Royalty

When it comes to the Queen and Donald Trump, the facts still matter

No, the Queen did not ‘brooch-troll’ the U.S. President—a reminder that people across the political spectrum are all too eager to not let facts get in the way of a good story

That I’m writing a story devoted to whether Queen Elizabeth II “brooch trolled” U.S. President Donald Trump during his visit to Windsor Castle and if he lied about how long it has been since the Queen inspected a guard of honour proves one thing: It is most definitely 2018.

Such is the love-hate divide in the United States (and the world) regarding Trump that people are far too eager to latch onto easily debunkable narratives in their quest to claim the moral high ground above the Republican politician. Other pro- or anti-Trump stories are accepted on face value without question, depending on which side you’re on.

This time, a 92-year-old monarch who is beloved and respected for her decades of service to Britain and the Commonwealth is having her sterling reputation besmirched as she is yanked into the maw of partisan hyperbole that swirls around Trump. After a single tweet-storm went viral thanks to those who firmly oppose Trump, countless numbers of people around the world now believe the head of state of Britain used her jewellery to mock the head of state of the United States.

Trump’s administration has undertaken an assault on the truth. We need to cling to the truth wherever possible. So in that vein, a fact-check is in order.
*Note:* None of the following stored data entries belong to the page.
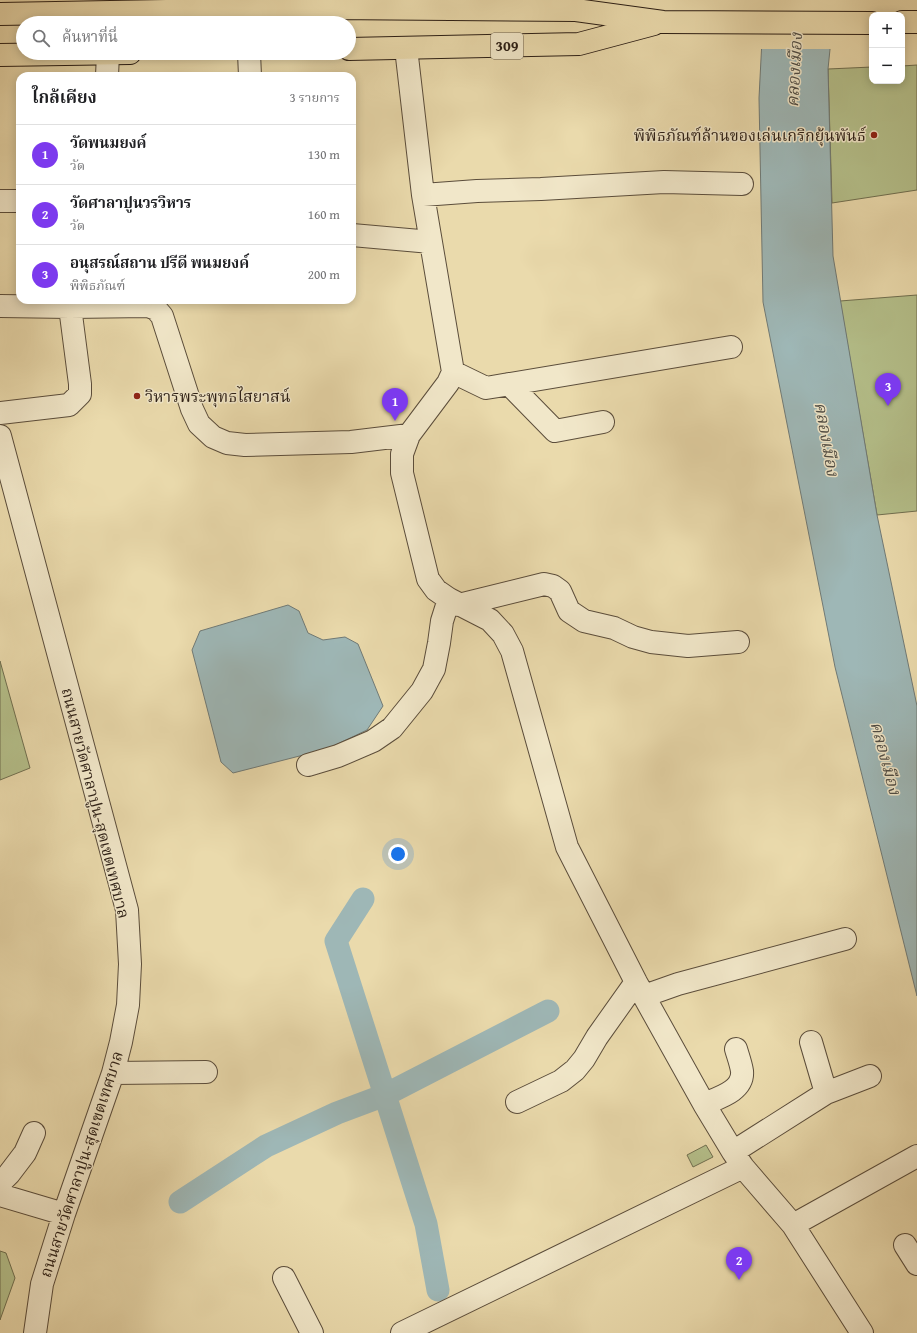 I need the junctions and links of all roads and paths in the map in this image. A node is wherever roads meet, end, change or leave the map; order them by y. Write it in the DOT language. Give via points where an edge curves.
graph roads {
  1 [pos="332,4"];
  2 [pos="476,4"];
  3 [pos="0,14"];
  4 [pos="663,22"];
  5 [pos="905,22"];
  6 [pos="917,22"];
  7 [pos="868,23"];
  8 [pos="406,48"];
  9 [pos="356,49"];
  10 [pos="0,55"];
  11 [pos="16,55"];
  12 [pos="108,60"];
  13 [pos="249,60"];
  14 [pos="107,72"];
  15 [pos="250,72"];
  16 [pos="742,184"];
  17 [pos="423,195"];
  18 [pos="0,201"];
  19 [pos="16,201"];
  20 [pos="356,235"];
  21 [pos="431,242"];
  22 [pos="0,306"];
  23 [pos="70,307"];
  24 [pos="731,347"];
  25 [pos="453,372"];
  26 [pos="509,384"];
  27 [pos="0,413"];
  28 [pos="603,422"];
  29 [pos="409,435"];
  30 [pos="0,436"];
  31 [pos="454,602"];
  32 [pos="738,642"];
  33 [pos="308,765"];
  34 [pos="845,939"];
  35 [pos="640,989"];
  36 [pos="811,1042"];
  37 [pos="736,1049"];
  38 [pos="206,1072"];
  39 [pos="113,1073"];
  40 [pos="870,1076"];
  41 [pos="826,1093"];
  42 [pos="517,1102"];
  43 [pos="704,1104"];
  44 [pos="34,1133"];
  45 [pos="917,1156"];
  46 [pos="738,1160"];
  47 [pos="0,1183"];
  48 [pos="0,1195"];
  49 [pos="64,1214"];
  50 [pos="793,1225"];
  51 [pos="905,1245"];
  52 [pos="917,1264"];
  53 [pos="284,1278"];
  54 [pos="856,1331"];
  55 [pos="35,1333"];
  56 [pos="312,1333"];
  57 [pos="402,1333"];
  1 -- 2 [label="main road, 309"];
  1 -- 3 [label="main road, 309"];
  2 -- 4 [label="main road, 309" via="576,10"];
  4 -- 7 [label="main road, 309"];
  4 -- 8 [label="main road, 309" via="579,44"];
  5 -- 6 [label="main road"];
  8 -- 9 [label="main road, 309"];
  8 -- 17 [label="street"];
  10 -- 11 [label="main road"];
  12 -- 14 [label="street"];
  13 -- 15 [label="street"];
  16 -- 17 [label="street" via="664,182 477,190"];
  17 -- 21 [label="street"];
  18 -- 19 [label="street"];
  20 -- 21 [label="street"];
  21 -- 25 [label="street"];
  22 -- 23 [label="street"];
  23 -- 27 [label="street" via="80,394 69,405"];
  23 -- 29 [label="street" via="148,306 156,309 162,316 192,409 199,424 213,438 245,445 351,442"];
  24 -- 26 [label="street"];
  25 -- 26 [label="street" via="486,388"];
  25 -- 29 [label="street" via="448,383"];
  26 -- 28 [label="street" via="555,431"];
  29 -- 31 [label="street" via="402,454 402,473 428,580 436,590"];
  30 -- 39 [label="street, ถนนสายวัดศาลาปูน-สุดเขตเทศบาล" via="127,910 130,964 128,1005"];
  31 -- 32 [label="street" via="544,584 560,591 569,611 584,621 614,628 633,637 651,642 688,646"];
  31 -- 33 [label="street" via="442,621 434,669 422,691 392,728 373,741"];
  31 -- 35 [label="street" via="490,620 503,634 512,651 567,847"];
  34 -- 35 [label="street" via="678,984"];
  35 -- 42 [label="street" via="597,1037 575,1070 561,1081"];
  35 -- 43 [label="street"];
  36 -- 41 [label="street"];
  37 -- 43 [label="street" via="742,1071 740,1083 731,1092"];
  38 -- 39 [label="street"];
  39 -- 49 [label="street, ถนนสายวัดศาลาปูน-สุดเขตเทศบาล"];
  40 -- 41 [label="street"];
  41 -- 46 [label="street"];
  43 -- 46 [label="street"];
  44 -- 47 [label="street" via="25,1153"];
  45 -- 50 [label="street"];
  46 -- 50 [label="street"];
  46 -- 57 [label="street"];
  48 -- 49 [label="street"];
  49 -- 55 [label="street, ถนนสายวัดศาลาปูน-สุดเขตเทศบาล" via="42,1284"];
  50 -- 54 [label="street"];
  51 -- 52 [label="street"];
  53 -- 56 [label="street"];
}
READ MORE: This is Donald Trump’s world now

First, my bona fides: I was the chief of research (top fact-checker) at Maclean’s, Canada’s national magazine, for two decades. I’ve double-checked everything from massive justice investigations to singer Leonard Cohen’s legal and financial woes. And for the same amount of time, I’ve been a royal reporter, writing on everything from King Richard III’s bones to Kate’s hair-and-hem issues. I’ve been on countless royal tours here in Canada while at Maclean’s and as a full-time independent royal reporter. In addition, I’ve always been fascinated by the Queen’s brooches. I’ve researched and written about them for years.
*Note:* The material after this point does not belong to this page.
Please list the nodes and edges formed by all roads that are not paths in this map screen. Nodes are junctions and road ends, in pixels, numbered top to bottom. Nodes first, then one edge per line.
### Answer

The story began with an excitable Twitter thread by @SamuraiKnitter. She looked at a royal blog, “From Her Majesty’s Jewel Vault”, that focuses on the Queen’s rather spectacular jewellery collection, noticed her brooch selections for last week, and decided the Queen used her brooches to take shots and send shade at the U.S. President.

Before delving into her brooch theory, she sets up Trump’s visit with a popular falsehood, “BTW, he let her wait 12min for him to show up for tea.” In fact, Elizabeth II was early. The optics of a 92-year-old waiting for the Trumps to arrive looked terrible on live television, but Trump wasn’t late.
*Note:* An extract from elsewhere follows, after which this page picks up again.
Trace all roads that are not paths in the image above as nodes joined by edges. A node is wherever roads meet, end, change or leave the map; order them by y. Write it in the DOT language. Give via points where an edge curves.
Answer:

Then, Samurai Knitter began her “brooch trolling” assertions by claiming that “Arrival day was the one that got the most attention. That day, she wore the brooch the Obamas gave her on their last visit to England.” Yes, the brooch fact is correct: The Queen did wear the small moss agate floral brooch given by Barack and Michelle Obama during the Trumps’ state visit. However, the Queen wore it on a visit from the Anglican Archbishop of Canterbury and the Grand Imam of Al-Azhar, which hardly got “the most attention.” In fact, it got virtually no attention at all: There was nothing in the London media. In fact, only a few (standard) handout photos marked the meeting. Also, the tiny brooch is almost lost on her floral dress, in part because the Queen often matches brooches to her dresses. If that’s “regal brooch trolling,” then she needs lessons on how to get maximum publicity.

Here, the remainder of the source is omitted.